**Dataset records**
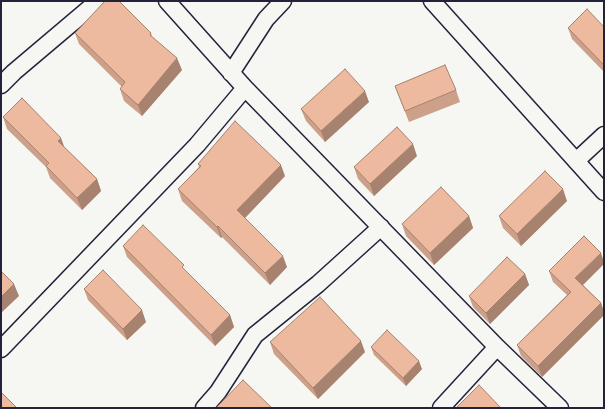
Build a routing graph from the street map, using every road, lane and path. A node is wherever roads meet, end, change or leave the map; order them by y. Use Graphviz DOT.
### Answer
graph roads {
  1 [pos="98,1"];
  2 [pos="168,1"];
  3 [pos="283,1"];
  4 [pos="432,1"];
  5 [pos="231,73"];
  6 [pos="1,85"];
  7 [pos="245,88"];
  8 [pos="604,135"];
  9 [pos="576,161"];
  10 [pos="604,192"];
  11 [pos="381,228"];
  12 [pos="497,347"];
  13 [pos="1,349"];
  14 [pos="204,408"];
  15 [pos="441,408"];
  16 [pos="560,408"];
  1 -- 6 [label="street"];
  2 -- 5 [label="street"];
  3 -- 5 [label="street"];
  4 -- 9 [label="street"];
  5 -- 7 [label="street"];
  7 -- 11 [label="street"];
  7 -- 13 [label="street"];
  8 -- 9 [label="street"];
  9 -- 10 [label="street"];
  11 -- 12 [label="street"];
  11 -- 14 [label="street"];
  12 -- 15 [label="street"];
  12 -- 16 [label="street"];
}
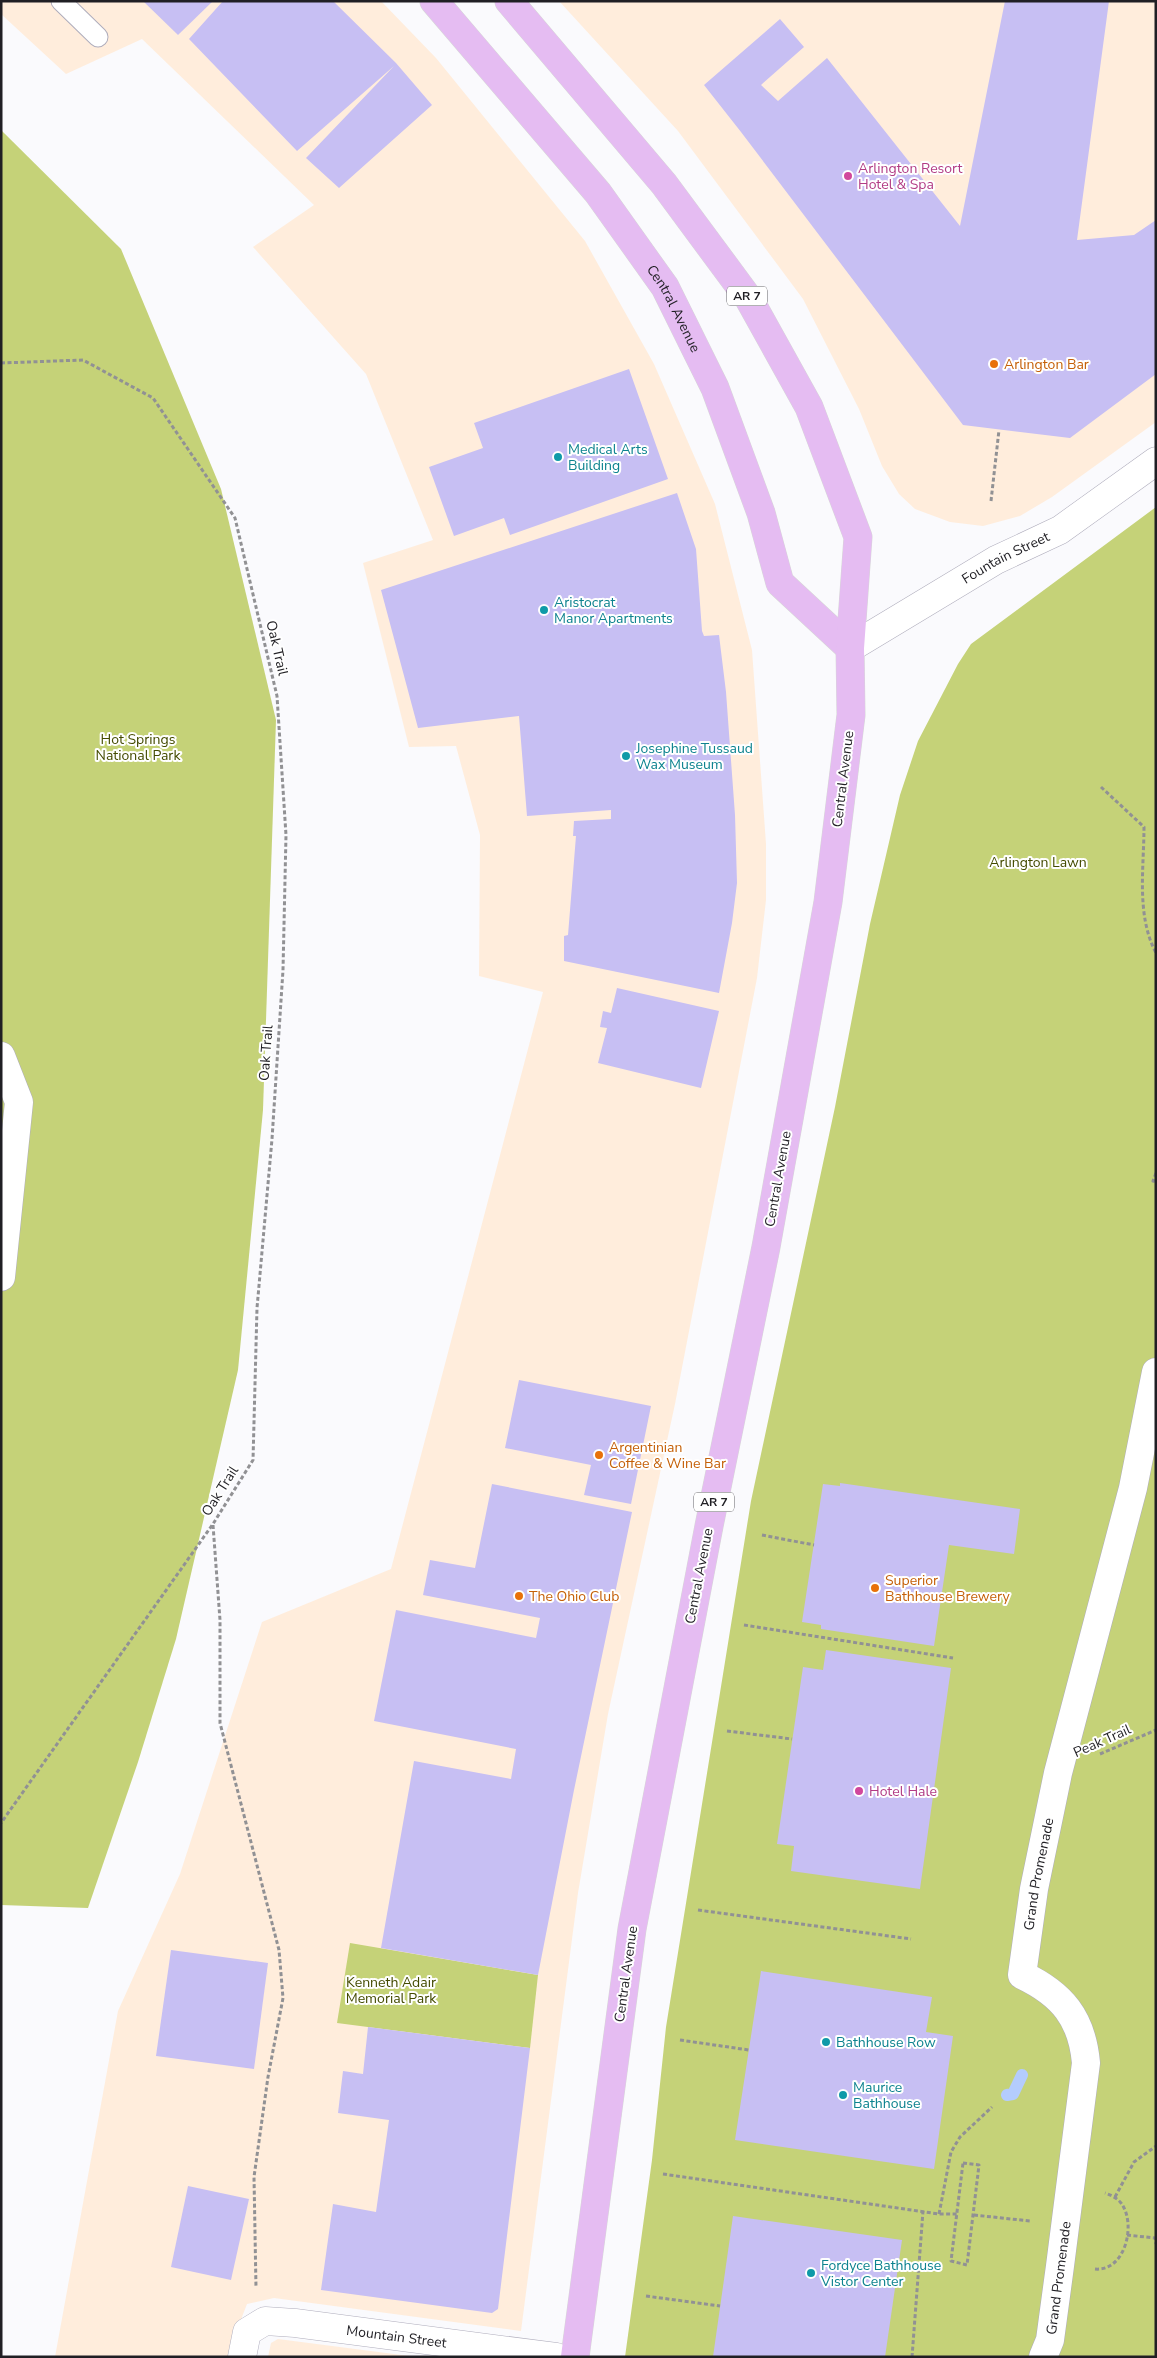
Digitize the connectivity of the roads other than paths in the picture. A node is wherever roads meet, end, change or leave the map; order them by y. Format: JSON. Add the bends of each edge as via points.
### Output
{"nodes":[{"id":1,"x":60,"y":1,"type":"edge"},
{"id":2,"x":434,"y":1,"type":"edge"},
{"id":3,"x":510,"y":1,"type":"edge"},
{"id":4,"x":98,"y":37,"type":"dead end"},
{"id":5,"x":1156,"y":461,"type":"edge"},
{"id":6,"x":850,"y":648,"type":"junction"},
{"id":7,"x":1,"y":1056,"type":"edge"},
{"id":8,"x":1,"y":1277,"type":"edge"},
{"id":9,"x":1156,"y":1372,"type":"edge"},
{"id":10,"x":242,"y":2357,"type":"edge"},
{"id":11,"x":556,"y":2357,"type":"edge"},
{"id":12,"x":575,"y":2357,"type":"edge"},
{"id":13,"x":1043,"y":2357,"type":"edge"}],
"edges":[{"from":1,"to":4,"type":"lane"},
{"from":2,"to":6,"type":"main road","name":"Central Avenue","via":[[598,193],[665,287],[715,388],[761,513],[780,583]]},
{"from":3,"to":6,"type":"main road","name":"Central Avenue","number":"AR 7","via":[[664,184],[743,291],[809,407],[858,537]]},
{"from":5,"to":6,"type":"street","name":"Fountain Street","via":[[1060,530],[996,560]]},
{"from":6,"to":12,"type":"main road","name":"Central Avenue","number":"AR 7","via":[[851,715],[828,902],[766,1247],[632,1929]]},
{"from":7,"to":8,"type":"street","via":[[19,1102]]},
{"from":9,"to":13,"type":"street","name":"Grand Promenade","via":[[1133,1488],[1058,1773],[1034,1889],[1022,1975],[1058,1997],[1077,2025],[1086,2063],[1050,2340]]},
{"from":10,"to":11,"type":"street","name":"Mountain Street","via":[[247,2332],[265,2321]]}]}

**Instructions for the task**
Return only the number of lines in the data above that include the word "them".

**Exercise answer**
2